Updated: Nov 17, 2009
Mycoplasma species are the smallest free-living organisms. These organisms are unique among prokaryotes in that they lack a cell wall, a feature largely responsible for their biologic properties such as their lack of a reaction to Gram stain and their lack of susceptibility to many commonly prescribed antimicrobial agents, including beta-lactams. Mycoplasmal organisms are usually associated with mucosal surfaces, residing extracellularly in the respiratory and urogenital tracts. They rarely penetrate the submucosa, except in the case of immunosuppression or instrumentation, when they may invade the bloodstream and disseminate to different organs and tissues throughout the body.

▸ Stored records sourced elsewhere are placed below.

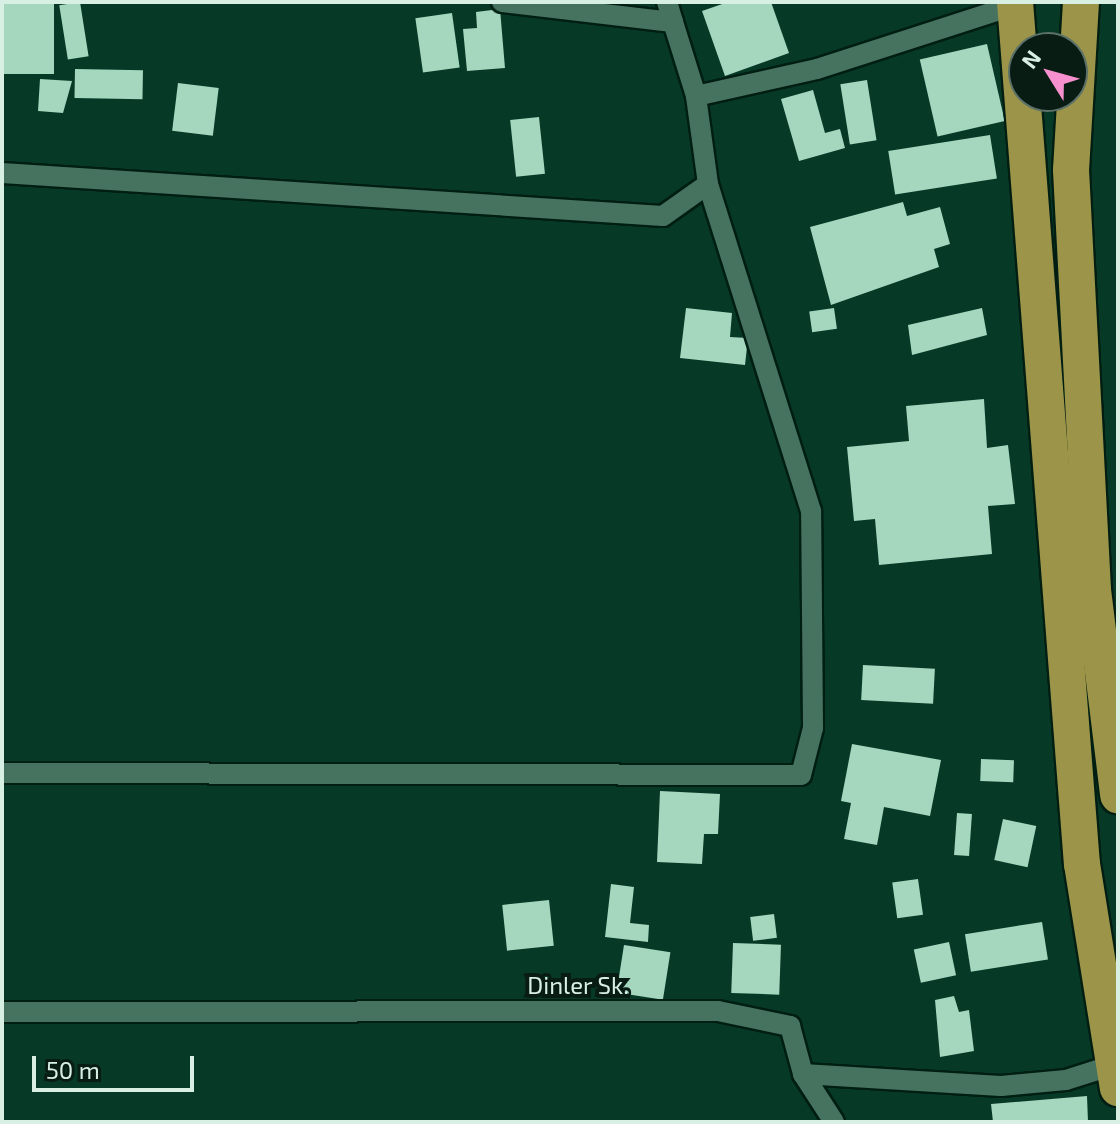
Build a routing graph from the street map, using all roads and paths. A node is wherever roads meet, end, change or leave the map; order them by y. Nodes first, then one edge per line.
1 (502, 2) edge
2 (1081, 2) edge
3 (1015, 4) edge
4 (670, 12) edge
5 (696, 96) junction
6 (2, 173) edge
7 (708, 184) junction
8 (2, 773) edge
9 (1118, 795) edge
10 (2, 1012) edge
11 (803, 1074) junction
12 (1115, 1076) edge
13 (834, 1122) edge

1 - 4 street
2 - 9 highway
3 - 5 street
3 - 12 highway
4 - 5 street
5 - 7 street
6 - 7 street
7 - 8 street
10 - 11 street, Dinler Sk.
11 - 12 street
11 - 13 street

Although scientists have isolated at least 17 species of Mycoplasma from humans, 4 types of organisms are responsible for most clinically significant infections that may come to the attention of practicing physicians. These species are Mycoplasma pneumoniae, Mycoplasma hominis, Mycoplasma genitalium, and Ureaplasma species. The focus of this article is infections caused by M pneumoniae; articles on Ureaplasma infections (eg, Ureaplasma Infection) and genital mycoplasmal infections contain discussions of infections caused by other mycoplasmal species.
M pneumoniae is perhaps best known as the cause of walking or atypical pneumonia, but the most frequent clinical syndrome caused by this organism is actually tracheobronchitis or bronchiolitis, often accompanied by upper respiratory tract manifestations. Pneumonia develops in only 5%-10% of persons who are infected. Acute pharyngitis and myringitis are less common.

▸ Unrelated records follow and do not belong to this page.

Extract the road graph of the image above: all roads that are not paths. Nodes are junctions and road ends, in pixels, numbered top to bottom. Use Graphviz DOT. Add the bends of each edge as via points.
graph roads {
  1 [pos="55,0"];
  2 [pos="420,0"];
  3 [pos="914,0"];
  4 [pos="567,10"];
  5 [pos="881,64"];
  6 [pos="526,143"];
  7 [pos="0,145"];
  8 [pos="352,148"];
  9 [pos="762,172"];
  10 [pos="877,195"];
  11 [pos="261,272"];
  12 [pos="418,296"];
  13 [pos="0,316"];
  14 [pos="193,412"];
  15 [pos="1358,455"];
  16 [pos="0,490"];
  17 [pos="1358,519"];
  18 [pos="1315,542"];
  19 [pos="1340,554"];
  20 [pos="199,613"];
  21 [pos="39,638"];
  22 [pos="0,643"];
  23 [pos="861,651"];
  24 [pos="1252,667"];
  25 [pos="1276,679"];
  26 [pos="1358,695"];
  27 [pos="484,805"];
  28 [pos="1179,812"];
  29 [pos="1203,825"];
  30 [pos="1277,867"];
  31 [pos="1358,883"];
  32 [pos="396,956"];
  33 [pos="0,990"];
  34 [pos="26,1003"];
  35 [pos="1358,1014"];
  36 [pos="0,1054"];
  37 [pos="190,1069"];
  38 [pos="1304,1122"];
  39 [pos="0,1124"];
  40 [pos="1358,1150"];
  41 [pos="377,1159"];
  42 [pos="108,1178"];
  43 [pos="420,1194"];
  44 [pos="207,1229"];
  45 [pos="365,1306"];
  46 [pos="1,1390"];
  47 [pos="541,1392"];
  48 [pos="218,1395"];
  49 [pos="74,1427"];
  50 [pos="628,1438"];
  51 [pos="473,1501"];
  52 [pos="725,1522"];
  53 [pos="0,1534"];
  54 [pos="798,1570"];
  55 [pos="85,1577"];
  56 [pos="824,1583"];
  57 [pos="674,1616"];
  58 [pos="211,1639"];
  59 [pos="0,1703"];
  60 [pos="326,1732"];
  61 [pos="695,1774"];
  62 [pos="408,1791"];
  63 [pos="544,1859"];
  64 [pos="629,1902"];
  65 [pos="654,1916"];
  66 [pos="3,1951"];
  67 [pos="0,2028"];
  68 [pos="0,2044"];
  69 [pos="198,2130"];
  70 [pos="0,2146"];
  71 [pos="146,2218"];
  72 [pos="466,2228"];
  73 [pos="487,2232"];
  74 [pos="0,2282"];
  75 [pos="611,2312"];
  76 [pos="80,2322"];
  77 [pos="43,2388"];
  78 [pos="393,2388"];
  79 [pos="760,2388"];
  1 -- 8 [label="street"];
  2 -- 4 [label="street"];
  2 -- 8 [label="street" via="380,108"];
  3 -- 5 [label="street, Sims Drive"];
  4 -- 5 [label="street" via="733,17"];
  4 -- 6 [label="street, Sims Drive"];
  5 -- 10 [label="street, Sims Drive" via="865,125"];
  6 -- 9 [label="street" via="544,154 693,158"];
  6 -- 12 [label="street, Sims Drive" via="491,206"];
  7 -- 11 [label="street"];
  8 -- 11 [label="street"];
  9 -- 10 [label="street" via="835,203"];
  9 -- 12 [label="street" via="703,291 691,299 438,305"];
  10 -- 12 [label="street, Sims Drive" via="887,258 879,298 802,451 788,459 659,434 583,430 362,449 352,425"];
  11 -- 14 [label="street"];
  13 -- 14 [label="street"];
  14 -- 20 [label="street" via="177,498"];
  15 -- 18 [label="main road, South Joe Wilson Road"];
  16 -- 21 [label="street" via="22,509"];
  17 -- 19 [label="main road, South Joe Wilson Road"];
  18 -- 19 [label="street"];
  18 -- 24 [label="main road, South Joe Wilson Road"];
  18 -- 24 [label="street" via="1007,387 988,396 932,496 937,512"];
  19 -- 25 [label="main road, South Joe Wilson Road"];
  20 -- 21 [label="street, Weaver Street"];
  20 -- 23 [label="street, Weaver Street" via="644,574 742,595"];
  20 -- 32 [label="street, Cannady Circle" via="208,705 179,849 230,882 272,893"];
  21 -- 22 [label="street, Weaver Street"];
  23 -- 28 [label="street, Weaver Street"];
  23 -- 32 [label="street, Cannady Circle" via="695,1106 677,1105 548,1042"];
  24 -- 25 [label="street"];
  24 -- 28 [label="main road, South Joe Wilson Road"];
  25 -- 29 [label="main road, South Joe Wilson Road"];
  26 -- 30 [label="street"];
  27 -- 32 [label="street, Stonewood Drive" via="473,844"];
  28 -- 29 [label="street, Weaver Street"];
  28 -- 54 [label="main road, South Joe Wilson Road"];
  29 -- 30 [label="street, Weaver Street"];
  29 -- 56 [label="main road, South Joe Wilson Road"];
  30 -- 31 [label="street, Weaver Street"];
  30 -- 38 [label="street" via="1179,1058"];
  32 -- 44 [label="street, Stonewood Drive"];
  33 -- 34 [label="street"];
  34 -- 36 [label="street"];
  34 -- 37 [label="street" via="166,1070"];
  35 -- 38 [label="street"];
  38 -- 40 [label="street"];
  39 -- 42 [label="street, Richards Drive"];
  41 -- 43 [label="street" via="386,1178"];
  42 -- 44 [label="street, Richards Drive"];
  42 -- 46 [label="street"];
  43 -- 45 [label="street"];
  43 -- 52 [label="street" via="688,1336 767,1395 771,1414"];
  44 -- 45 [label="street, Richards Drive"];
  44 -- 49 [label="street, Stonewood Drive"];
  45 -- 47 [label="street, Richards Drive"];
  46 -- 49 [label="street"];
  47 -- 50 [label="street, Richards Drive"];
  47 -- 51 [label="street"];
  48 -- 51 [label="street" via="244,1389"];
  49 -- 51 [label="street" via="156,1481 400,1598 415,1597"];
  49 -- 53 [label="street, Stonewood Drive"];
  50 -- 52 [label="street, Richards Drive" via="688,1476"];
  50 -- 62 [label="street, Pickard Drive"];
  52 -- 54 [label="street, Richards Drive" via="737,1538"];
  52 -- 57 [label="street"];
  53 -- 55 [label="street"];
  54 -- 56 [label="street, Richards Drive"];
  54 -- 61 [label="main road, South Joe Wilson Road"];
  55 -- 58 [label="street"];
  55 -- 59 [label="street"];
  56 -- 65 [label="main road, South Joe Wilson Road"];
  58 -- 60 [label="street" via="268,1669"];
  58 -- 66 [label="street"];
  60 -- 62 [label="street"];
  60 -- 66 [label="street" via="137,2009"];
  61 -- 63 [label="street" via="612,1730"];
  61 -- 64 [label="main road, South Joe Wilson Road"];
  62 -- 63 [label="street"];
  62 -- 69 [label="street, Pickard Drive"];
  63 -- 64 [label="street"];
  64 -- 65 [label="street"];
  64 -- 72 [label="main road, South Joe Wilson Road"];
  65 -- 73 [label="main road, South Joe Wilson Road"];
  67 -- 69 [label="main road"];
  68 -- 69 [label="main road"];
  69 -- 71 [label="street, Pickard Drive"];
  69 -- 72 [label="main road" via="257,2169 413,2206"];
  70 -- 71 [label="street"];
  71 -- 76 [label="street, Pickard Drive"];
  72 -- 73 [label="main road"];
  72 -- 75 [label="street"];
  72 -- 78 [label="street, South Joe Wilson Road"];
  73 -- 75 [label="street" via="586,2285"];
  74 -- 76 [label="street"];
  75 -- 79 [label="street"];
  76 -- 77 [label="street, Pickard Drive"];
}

After inhalation of respiratory aerosols, the organism attaches to host cells in the respiratory tract. The P1 adhesin and other accessory proteins mediate attachment, followed by induction of ciliostasis, local inflammation that consists primarily of perivascular and peribronchial infiltration of mononuclear leukocytes, and tissue destruction that may be mediated by liberation of peroxides. Recently, M pneumoniae has been shown to produce an exotoxin that is believed to play a role in the damage to the respiratory epithelium that occurs during acute infection.1 The organism also has the ability to exist intracellularly.2 Additionally, acute mycoplasmal respiratory tract infection may be associated with exacerbations of chronic bronchitis and asthma.3 More extensive information on the pathogenesis of mycoplasmal respiratory infections is available in a recent review article.4
Spread of infection throughout households is common, although person-to-person transmission is slower than for many other common bacterial respiratory tract infections; close contact appears necessary. Generally, the incubation period is 2-3 weeks. The organism may persist in the respiratory tract for several months, and sometimes for years in patients who are immunosuppressed, after initial infection.5
Researchers estimate that more than 2 million cases of M pneumoniae infections occur annually. M pneumoniae causes approximately 20% of community-acquired pneumonias that require hospitalization and probably an even greater proportion of those that do not require hospitalization. M pneumoniae may exist endemically in large urban areas. Epidemics occur every 3-7 years, with the incidence varying considerably from year to year. Disease tends to not be seasonal, except for a slight increase in late summer and early fall.2
M pneumoniae infections occur both endemically and in cyclic epidemics in Japan and several European countries, similar to what occurs in the United States. Less information is available for tropical or polar countries; however, based on seroprevalence studies, the disease also occurs in these regions, suggesting that climate and geography are not important determinants in the epidemiology of M pneumoniae infections.2
Typical symptoms can develop and persist over weeks to months and include flulike manifestations.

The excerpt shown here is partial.